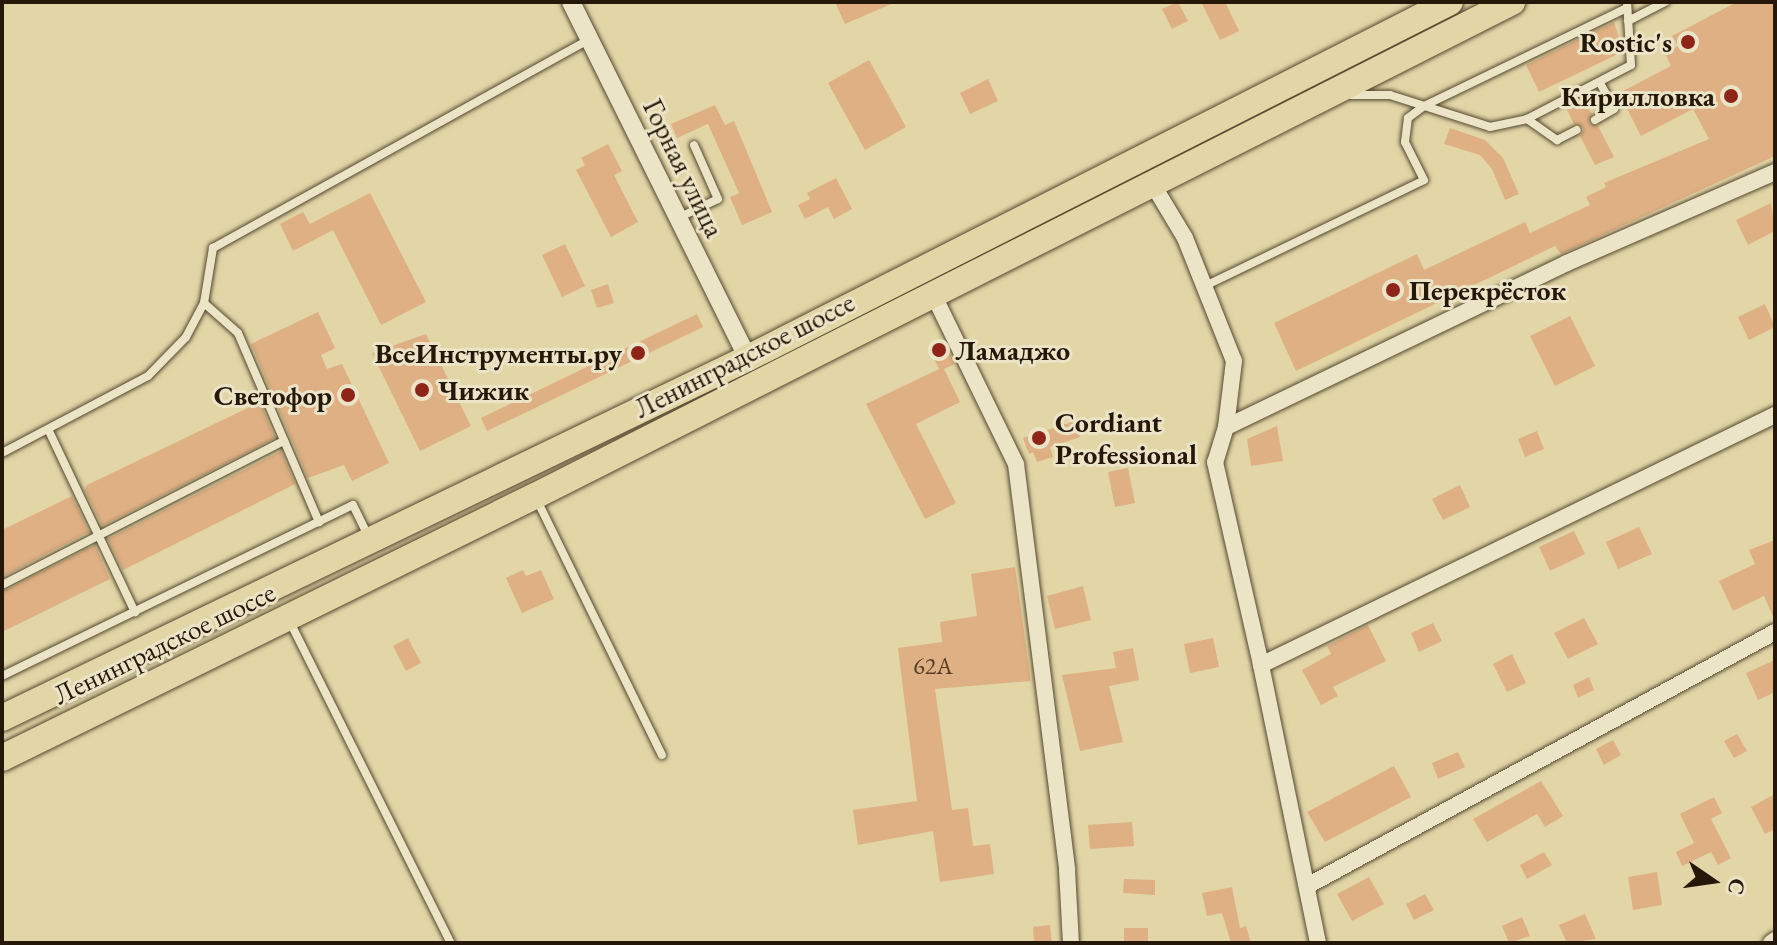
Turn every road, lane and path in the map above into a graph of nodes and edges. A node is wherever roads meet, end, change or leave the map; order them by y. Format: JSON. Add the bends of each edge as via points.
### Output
{"nodes":[{"id":1,"x":1450,"y":2,"type":"edge"},
{"id":2,"x":1512,"y":2,"type":"edge"},
{"id":3,"x":1665,"y":2,"type":"edge"},
{"id":4,"x":575,"y":3,"type":"edge"},
{"id":5,"x":1627,"y":5,"type":"edge"},
{"id":6,"x":1628,"y":21,"type":"junction"},
{"id":7,"x":589,"y":40,"type":"junction"},
{"id":8,"x":1600,"y":83,"type":"junction"},
{"id":9,"x":1315,"y":103,"type":"junction"},
{"id":10,"x":1424,"y":106,"type":"junction"},
{"id":11,"x":1527,"y":119,"type":"junction"},
{"id":12,"x":1595,"y":120,"type":"dead end"},
{"id":13,"x":1577,"y":130,"type":"dead end"},
{"id":14,"x":694,"y":145,"type":"dead end"},
{"id":15,"x":1775,"y":172,"type":"edge"},
{"id":16,"x":1152,"y":183,"type":"junction"},
{"id":17,"x":677,"y":218,"type":"junction"},
{"id":18,"x":1205,"y":286,"type":"junction"},
{"id":19,"x":934,"y":296,"type":"junction"},
{"id":20,"x":204,"y":303,"type":"junction"},
{"id":21,"x":748,"y":358,"type":"junction"},
{"id":22,"x":1775,"y":415,"type":"edge"},
{"id":23,"x":1226,"y":427,"type":"junction"},
{"id":24,"x":48,"y":429,"type":"junction"},
{"id":25,"x":284,"y":441,"type":"junction"},
{"id":26,"x":2,"y":453,"type":"edge"},
{"id":27,"x":535,"y":496,"type":"junction"},
{"id":28,"x":319,"y":522,"type":"junction"},
{"id":29,"x":98,"y":536,"type":"junction"},
{"id":30,"x":370,"y":541,"type":"junction"},
{"id":31,"x":2,"y":585,"type":"edge"},
{"id":32,"x":135,"y":612,"type":"junction"},
{"id":33,"x":288,"y":617,"type":"junction"},
{"id":34,"x":1775,"y":632,"type":"edge"},
{"id":35,"x":1261,"y":665,"type":"junction"},
{"id":36,"x":2,"y":676,"type":"edge"},
{"id":37,"x":2,"y":718,"type":"edge"},
{"id":38,"x":662,"y":755,"type":"dead end"},
{"id":39,"x":2,"y":758,"type":"edge"},
{"id":40,"x":1309,"y":885,"type":"junction"},
{"id":41,"x":451,"y":943,"type":"edge"},
{"id":42,"x":1071,"y":943,"type":"edge"},
{"id":43,"x":1318,"y":943,"type":"edge"}],
"edges":[{"from":1,"to":21,"type":"highway","name":"Ленинградское шоссе"},
{"from":2,"to":9,"type":"highway","name":"Ленинградское шоссе"},
{"from":3,"to":6,"type":"lane"},
{"from":4,"to":7,"type":"street","name":"Горная улица"},
{"from":5,"to":6,"type":"lane"},
{"from":5,"to":10,"type":"lane"},
{"from":6,"to":8,"type":"lane","via":[[1631,65]]},
{"from":7,"to":17,"type":"street","name":"Горная улица"},
{"from":7,"to":20,"type":"lane","via":[[213,248]]},
{"from":8,"to":11,"type":"lane"},
{"from":8,"to":12,"type":"lane","via":[[1614,109]]},
{"from":9,"to":10,"type":"lane","via":[[1359,94],[1390,95]]},
{"from":9,"to":16,"type":"highway","name":"Ленинградское шоссе"},
{"from":10,"to":11,"type":"lane","via":[[1490,127]]},
{"from":10,"to":18,"type":"lane","via":[[1408,118],[1405,142],[1424,180]]},
{"from":11,"to":13,"type":"lane","via":[[1557,140]]},
{"from":14,"to":17,"type":"lane","via":[[718,199]]},
{"from":15,"to":23,"type":"street","via":[[1567,263]]},
{"from":16,"to":18,"type":"street"},
{"from":16,"to":19,"type":"highway","name":"Ленинградское шоссе"},
{"from":17,"to":21,"type":"street","name":"Горная улица"},
{"from":18,"to":23,"type":"street","via":[[1234,361]]},
{"from":19,"to":27,"type":"highway","name":"Ленинградское шоссе"},
{"from":19,"to":42,"type":"street","via":[[1016,464],[1067,870]]},
{"from":20,"to":24,"type":"lane","via":[[186,337],[148,376]]},
{"from":20,"to":25,"type":"lane","via":[[238,333]]},
{"from":21,"to":30,"type":"highway","name":"Ленинградское шоссе"},
{"from":22,"to":35,"type":"street"},
{"from":23,"to":35,"type":"street","via":[[1215,462]]},
{"from":24,"to":26,"type":"lane"},
{"from":24,"to":29,"type":"lane"},
{"from":25,"to":28,"type":"lane"},
{"from":25,"to":29,"type":"lane"},
{"from":27,"to":33,"type":"highway","name":"Ленинградское шоссе"},
{"from":27,"to":38,"type":"lane"},
{"from":28,"to":30,"type":"lane","via":[[353,505]]},
{"from":28,"to":32,"type":"lane"},
{"from":29,"to":31,"type":"lane"},
{"from":29,"to":32,"type":"lane"},
{"from":30,"to":37,"type":"highway","name":"Ленинградское шоссе"},
{"from":32,"to":36,"type":"lane"},
{"from":33,"to":39,"type":"highway","name":"Ленинградское шоссе"},
{"from":33,"to":41,"type":"lane"},
{"from":34,"to":40,"type":"street"},
{"from":35,"to":40,"type":"street"},
{"from":40,"to":43,"type":"street"}]}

* **Problem**:
Give the data back exactly, omitting all pictures.

* **Answer section**:
Turn every road, lane and path in the map above into a graph of nodes and edges. A node is wherever roads meet, end, change or leave the map; order them by y. Format: JSON. Add the bends of each edge as via points.
### Output
{"nodes":[{"id":1,"x":1450,"y":2,"type":"edge"},
{"id":2,"x":1512,"y":2,"type":"edge"},
{"id":3,"x":1665,"y":2,"type":"edge"},
{"id":4,"x":575,"y":3,"type":"edge"},
{"id":5,"x":1627,"y":5,"type":"edge"},
{"id":6,"x":1628,"y":21,"type":"junction"},
{"id":7,"x":589,"y":40,"type":"junction"},
{"id":8,"x":1600,"y":83,"type":"junction"},
{"id":9,"x":1315,"y":103,"type":"junction"},
{"id":10,"x":1424,"y":106,"type":"junction"},
{"id":11,"x":1527,"y":119,"type":"junction"},
{"id":12,"x":1595,"y":120,"type":"dead end"},
{"id":13,"x":1577,"y":130,"type":"dead end"},
{"id":14,"x":694,"y":145,"type":"dead end"},
{"id":15,"x":1775,"y":172,"type":"edge"},
{"id":16,"x":1152,"y":183,"type":"junction"},
{"id":17,"x":677,"y":218,"type":"junction"},
{"id":18,"x":1205,"y":286,"type":"junction"},
{"id":19,"x":934,"y":296,"type":"junction"},
{"id":20,"x":204,"y":303,"type":"junction"},
{"id":21,"x":748,"y":358,"type":"junction"},
{"id":22,"x":1775,"y":415,"type":"edge"},
{"id":23,"x":1226,"y":427,"type":"junction"},
{"id":24,"x":48,"y":429,"type":"junction"},
{"id":25,"x":284,"y":441,"type":"junction"},
{"id":26,"x":2,"y":453,"type":"edge"},
{"id":27,"x":535,"y":496,"type":"junction"},
{"id":28,"x":319,"y":522,"type":"junction"},
{"id":29,"x":98,"y":536,"type":"junction"},
{"id":30,"x":370,"y":541,"type":"junction"},
{"id":31,"x":2,"y":585,"type":"edge"},
{"id":32,"x":135,"y":612,"type":"junction"},
{"id":33,"x":288,"y":617,"type":"junction"},
{"id":34,"x":1775,"y":632,"type":"edge"},
{"id":35,"x":1261,"y":665,"type":"junction"},
{"id":36,"x":2,"y":676,"type":"edge"},
{"id":37,"x":2,"y":718,"type":"edge"},
{"id":38,"x":662,"y":755,"type":"dead end"},
{"id":39,"x":2,"y":758,"type":"edge"},
{"id":40,"x":1309,"y":885,"type":"junction"},
{"id":41,"x":451,"y":943,"type":"edge"},
{"id":42,"x":1071,"y":943,"type":"edge"},
{"id":43,"x":1318,"y":943,"type":"edge"}],
"edges":[{"from":1,"to":21,"type":"highway","name":"Ленинградское шоссе"},
{"from":2,"to":9,"type":"highway","name":"Ленинградское шоссе"},
{"from":3,"to":6,"type":"lane"},
{"from":4,"to":7,"type":"street","name":"Горная улица"},
{"from":5,"to":6,"type":"lane"},
{"from":5,"to":10,"type":"lane"},
{"from":6,"to":8,"type":"lane","via":[[1631,65]]},
{"from":7,"to":17,"type":"street","name":"Горная улица"},
{"from":7,"to":20,"type":"lane","via":[[213,248]]},
{"from":8,"to":11,"type":"lane"},
{"from":8,"to":12,"type":"lane","via":[[1614,109]]},
{"from":9,"to":10,"type":"lane","via":[[1359,94],[1390,95]]},
{"from":9,"to":16,"type":"highway","name":"Ленинградское шоссе"},
{"from":10,"to":11,"type":"lane","via":[[1490,127]]},
{"from":10,"to":18,"type":"lane","via":[[1408,118],[1405,142],[1424,180]]},
{"from":11,"to":13,"type":"lane","via":[[1557,140]]},
{"from":14,"to":17,"type":"lane","via":[[718,199]]},
{"from":15,"to":23,"type":"street","via":[[1567,263]]},
{"from":16,"to":18,"type":"street"},
{"from":16,"to":19,"type":"highway","name":"Ленинградское шоссе"},
{"from":17,"to":21,"type":"street","name":"Горная улица"},
{"from":18,"to":23,"type":"street","via":[[1234,361]]},
{"from":19,"to":27,"type":"highway","name":"Ленинградское шоссе"},
{"from":19,"to":42,"type":"street","via":[[1016,464],[1067,870]]},
{"from":20,"to":24,"type":"lane","via":[[186,337],[148,376]]},
{"from":20,"to":25,"type":"lane","via":[[238,333]]},
{"from":21,"to":30,"type":"highway","name":"Ленинградское шоссе"},
{"from":22,"to":35,"type":"street"},
{"from":23,"to":35,"type":"street","via":[[1215,462]]},
{"from":24,"to":26,"type":"lane"},
{"from":24,"to":29,"type":"lane"},
{"from":25,"to":28,"type":"lane"},
{"from":25,"to":29,"type":"lane"},
{"from":27,"to":33,"type":"highway","name":"Ленинградское шоссе"},
{"from":27,"to":38,"type":"lane"},
{"from":28,"to":30,"type":"lane","via":[[353,505]]},
{"from":28,"to":32,"type":"lane"},
{"from":29,"to":31,"type":"lane"},
{"from":29,"to":32,"type":"lane"},
{"from":30,"to":37,"type":"highway","name":"Ленинградское шоссе"},
{"from":32,"to":36,"type":"lane"},
{"from":33,"to":39,"type":"highway","name":"Ленинградское шоссе"},
{"from":33,"to":41,"type":"lane"},
{"from":34,"to":40,"type":"street"},
{"from":35,"to":40,"type":"street"},
{"from":40,"to":43,"type":"street"}]}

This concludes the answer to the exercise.